Stored items:
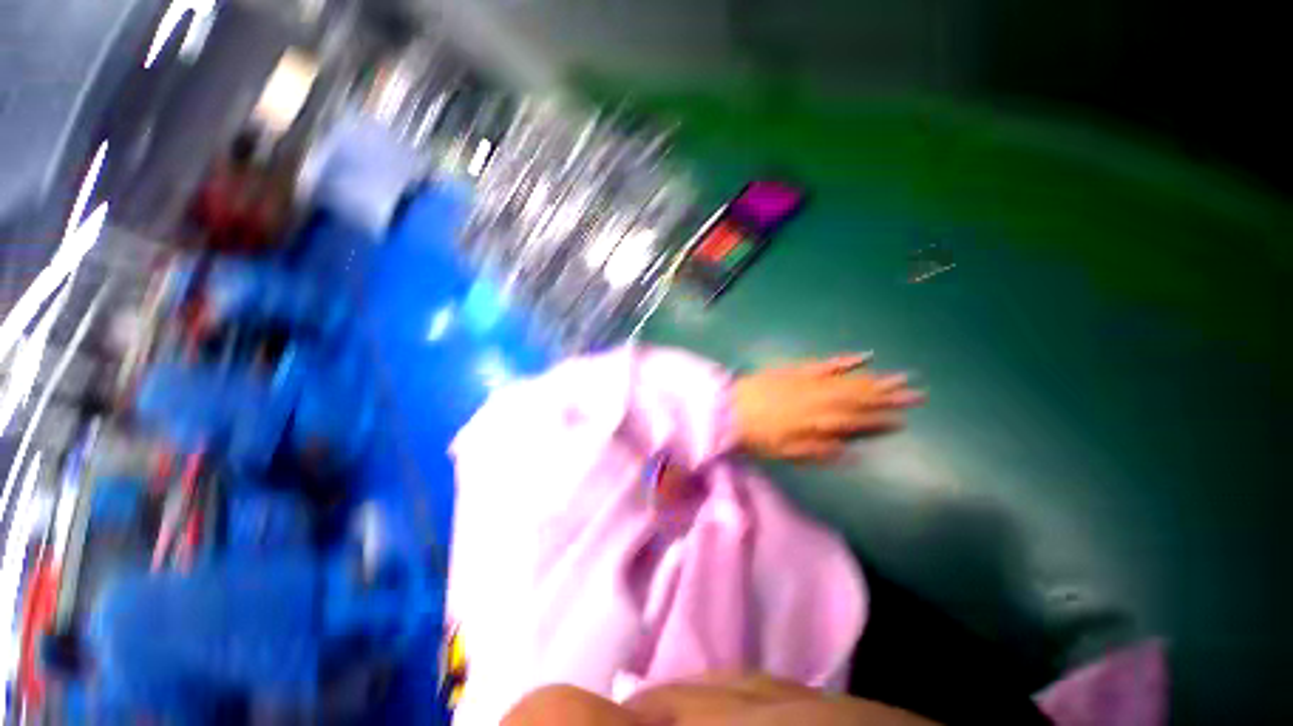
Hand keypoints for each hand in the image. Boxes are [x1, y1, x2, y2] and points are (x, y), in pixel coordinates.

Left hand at [732, 353, 922, 462]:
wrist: (729, 409)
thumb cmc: (756, 436)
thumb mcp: (786, 452)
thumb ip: (819, 451)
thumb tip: (851, 451)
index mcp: (816, 422)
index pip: (854, 421)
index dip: (879, 420)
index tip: (903, 420)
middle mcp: (818, 400)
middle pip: (858, 398)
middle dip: (887, 397)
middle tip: (916, 394)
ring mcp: (808, 382)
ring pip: (848, 381)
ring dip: (875, 380)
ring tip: (900, 378)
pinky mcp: (797, 370)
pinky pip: (825, 364)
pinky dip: (846, 360)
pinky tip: (865, 355)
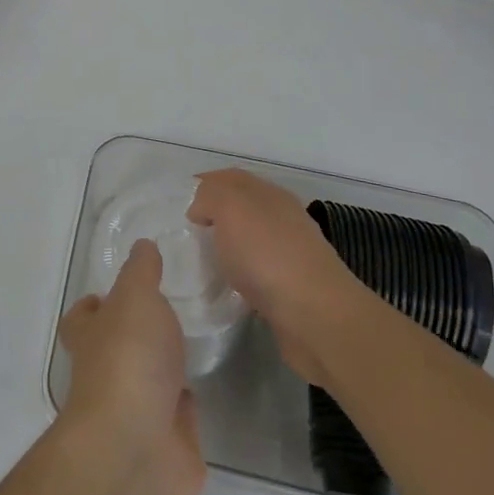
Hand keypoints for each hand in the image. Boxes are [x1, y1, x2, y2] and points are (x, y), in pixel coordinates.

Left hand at [57, 241, 205, 494]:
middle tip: (172, 311)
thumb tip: (142, 246)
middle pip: (116, 348)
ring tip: (196, 340)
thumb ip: (141, 272)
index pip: (82, 318)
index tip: (121, 290)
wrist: (138, 447)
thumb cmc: (128, 359)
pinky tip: (208, 381)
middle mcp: (107, 373)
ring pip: (149, 382)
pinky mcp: (167, 442)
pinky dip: (188, 403)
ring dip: (165, 368)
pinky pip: (178, 415)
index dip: (95, 304)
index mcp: (90, 338)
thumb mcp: (135, 298)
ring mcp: (135, 411)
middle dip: (137, 334)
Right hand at [186, 169, 357, 385]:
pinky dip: (238, 274)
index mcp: (269, 194)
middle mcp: (282, 218)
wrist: (316, 316)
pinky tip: (224, 287)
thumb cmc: (268, 255)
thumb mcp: (230, 208)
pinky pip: (256, 272)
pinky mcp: (290, 289)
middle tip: (183, 233)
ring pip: (249, 240)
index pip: (231, 178)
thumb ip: (210, 196)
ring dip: (226, 247)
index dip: (204, 184)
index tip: (178, 203)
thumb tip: (201, 209)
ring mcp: (290, 254)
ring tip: (198, 261)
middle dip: (213, 215)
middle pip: (242, 207)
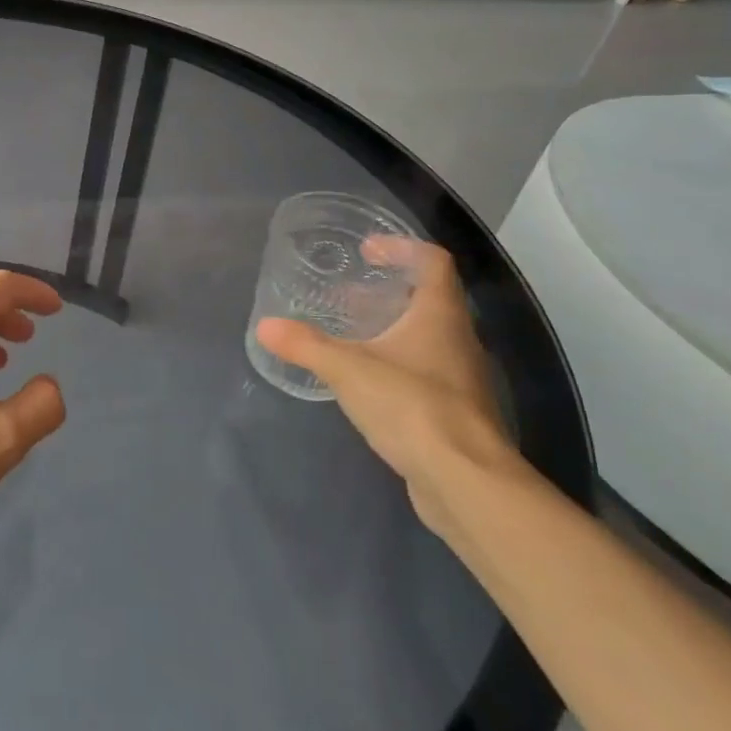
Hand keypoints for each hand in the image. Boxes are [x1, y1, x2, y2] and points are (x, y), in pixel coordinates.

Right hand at [256, 239, 518, 529]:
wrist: (465, 482)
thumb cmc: (412, 407)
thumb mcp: (348, 370)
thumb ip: (306, 345)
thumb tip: (265, 326)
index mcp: (440, 316)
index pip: (433, 262)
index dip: (401, 247)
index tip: (367, 250)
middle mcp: (458, 340)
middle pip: (430, 299)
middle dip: (389, 290)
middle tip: (348, 292)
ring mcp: (461, 378)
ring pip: (427, 338)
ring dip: (393, 328)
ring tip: (351, 333)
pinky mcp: (455, 412)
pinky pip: (425, 372)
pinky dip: (397, 364)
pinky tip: (366, 381)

» **Task objective**:
If the word "hand" is on a line above, return that line.

» **Task answer**:
Hand keypoints for each hand in the image. Boxes are [x1, y1, x2, y2] and points are (x, y), in pixel coordinates.
Left hand at [732, 353, 922, 462]:
Hand keypoints for each hand in the image. Boxes are [x1, y1, x2, y2] and points are (x, y), in pixel coordinates.
Left hand at [57, 241, 205, 494]:
Right hand at [186, 169, 357, 385]:
Hand keypoints for each hand in the image. Boxes are [x1, y1, x2, y2] and points are (x, y), in pixel coordinates.
Right hand at [256, 239, 518, 529]:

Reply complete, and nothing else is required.